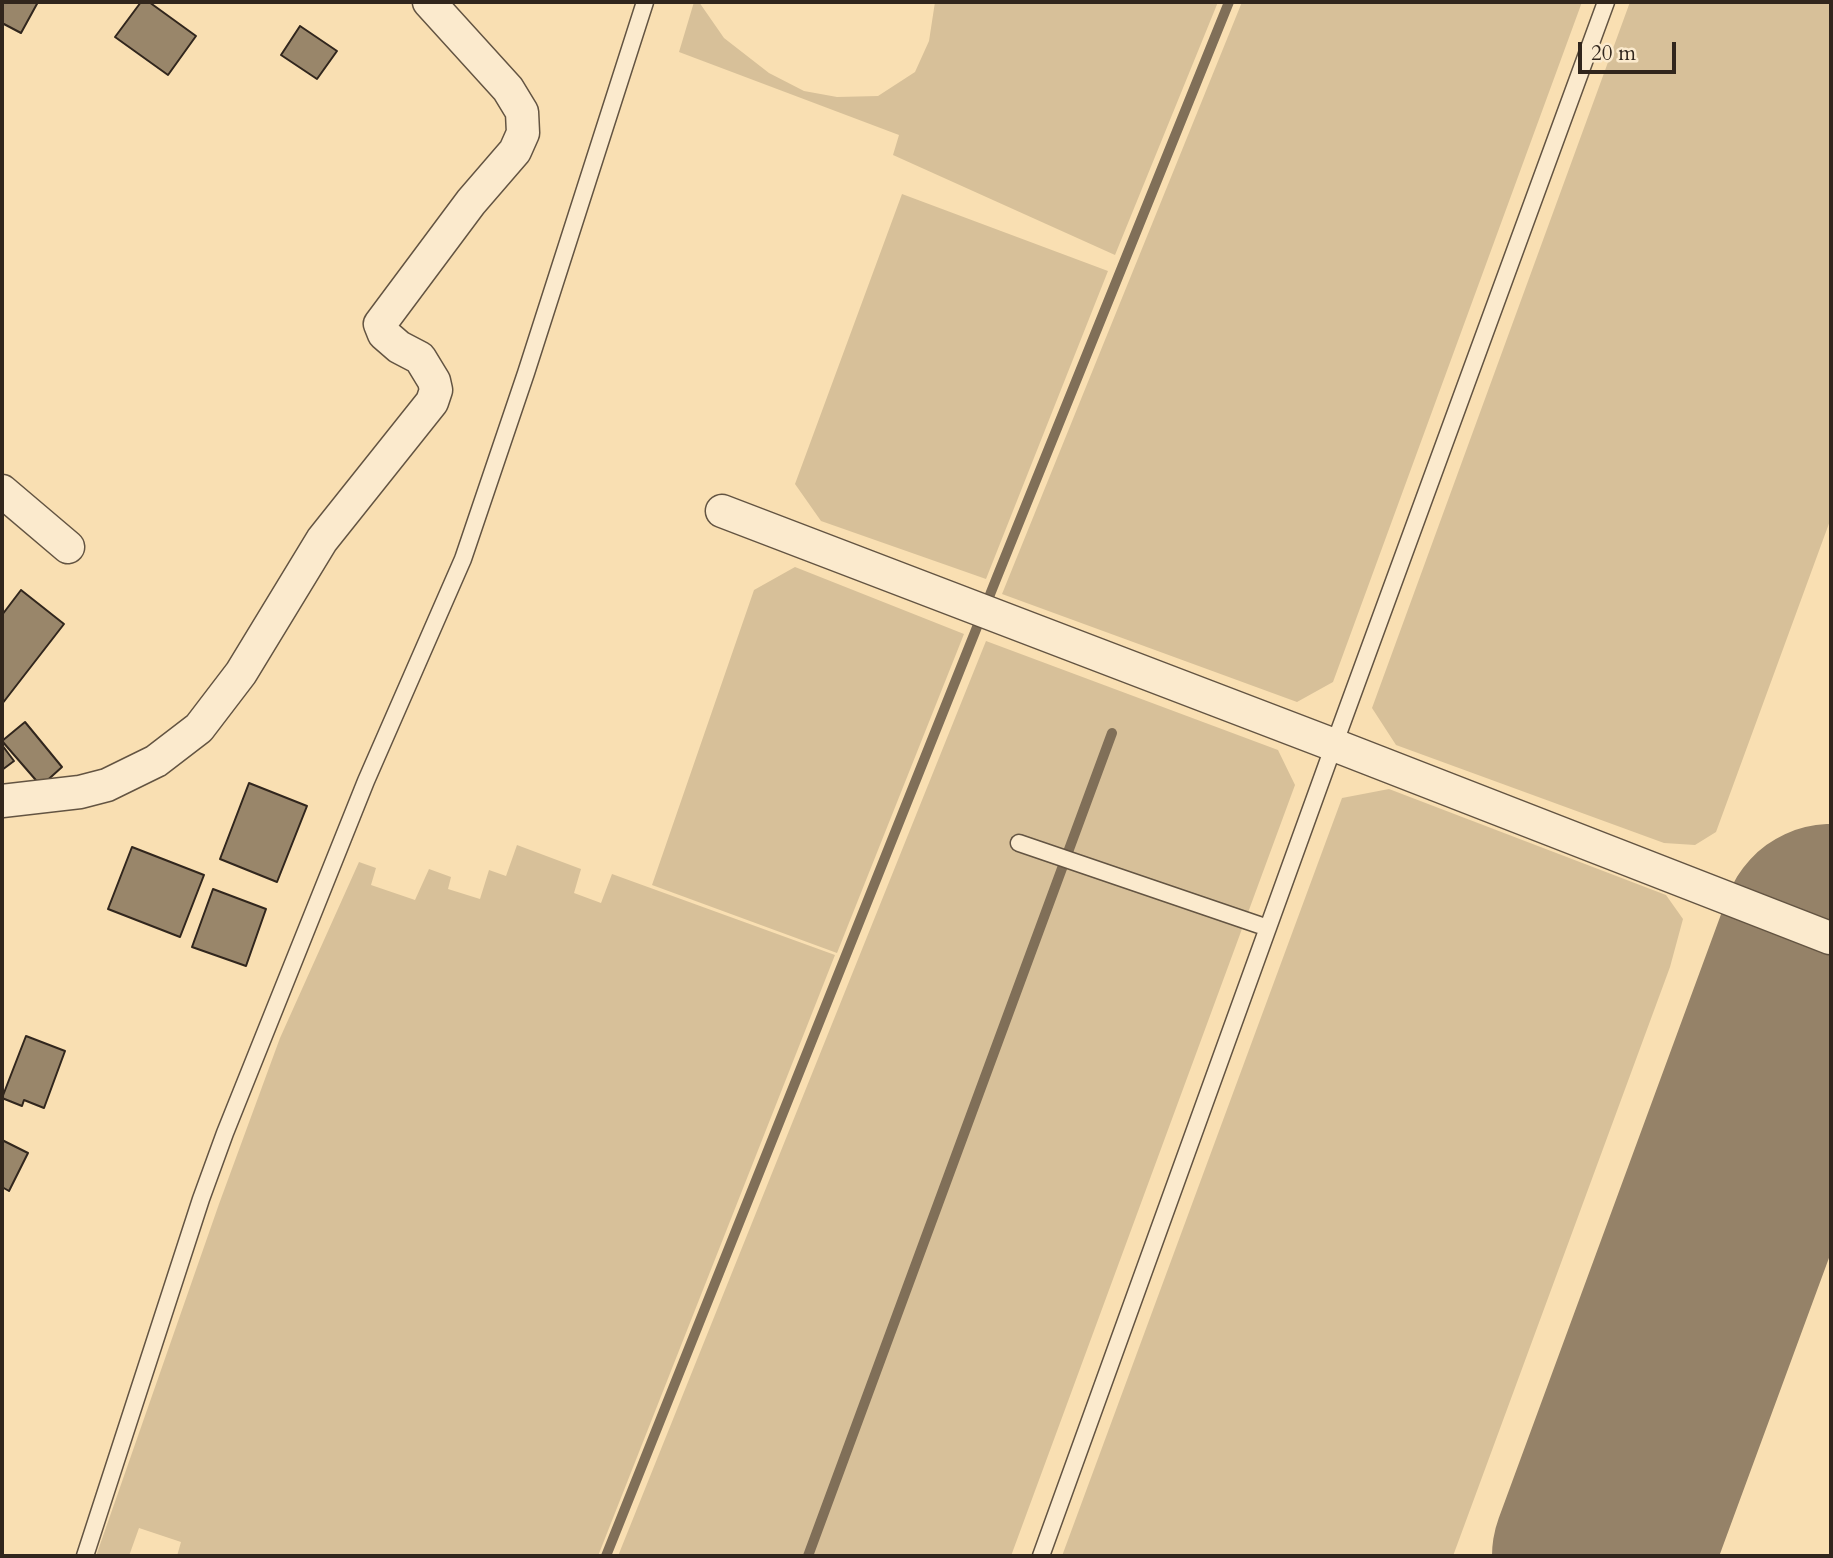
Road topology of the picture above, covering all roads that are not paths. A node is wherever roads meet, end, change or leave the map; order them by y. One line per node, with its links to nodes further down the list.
1 (429, 2): 8 (street)
2 (645, 2): 12 (lane)
3 (1606, 2): 7 (lane)
4 (2, 491): 6 (street)
5 (722, 511): 7 (street)
6 (68, 547)
7 (1334, 745): 10 (lane); 11 (street)
8 (2, 801)
9 (1019, 843): 10 (lane)
10 (1268, 928): 13 (lane)
11 (1830, 938)
12 (85, 1556)
13 (1041, 1556)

▸ **WHAT THE TASK ASKS**:
Print every line above exactly as given, but not the pictures.

▸ **SOLUTION FOR THIS EXERCISE**:
Road topology of the picture above, covering all roads that are not paths. A node is wherever roads meet, end, change or leave the map; order them by y. One line per node, with its links to nodes further down the list.
1 (429, 2): 8 (street)
2 (645, 2): 12 (lane)
3 (1606, 2): 7 (lane)
4 (2, 491): 6 (street)
5 (722, 511): 7 (street)
6 (68, 547)
7 (1334, 745): 10 (lane); 11 (street)
8 (2, 801)
9 (1019, 843): 10 (lane)
10 (1268, 928): 13 (lane)
11 (1830, 938)
12 (85, 1556)
13 (1041, 1556)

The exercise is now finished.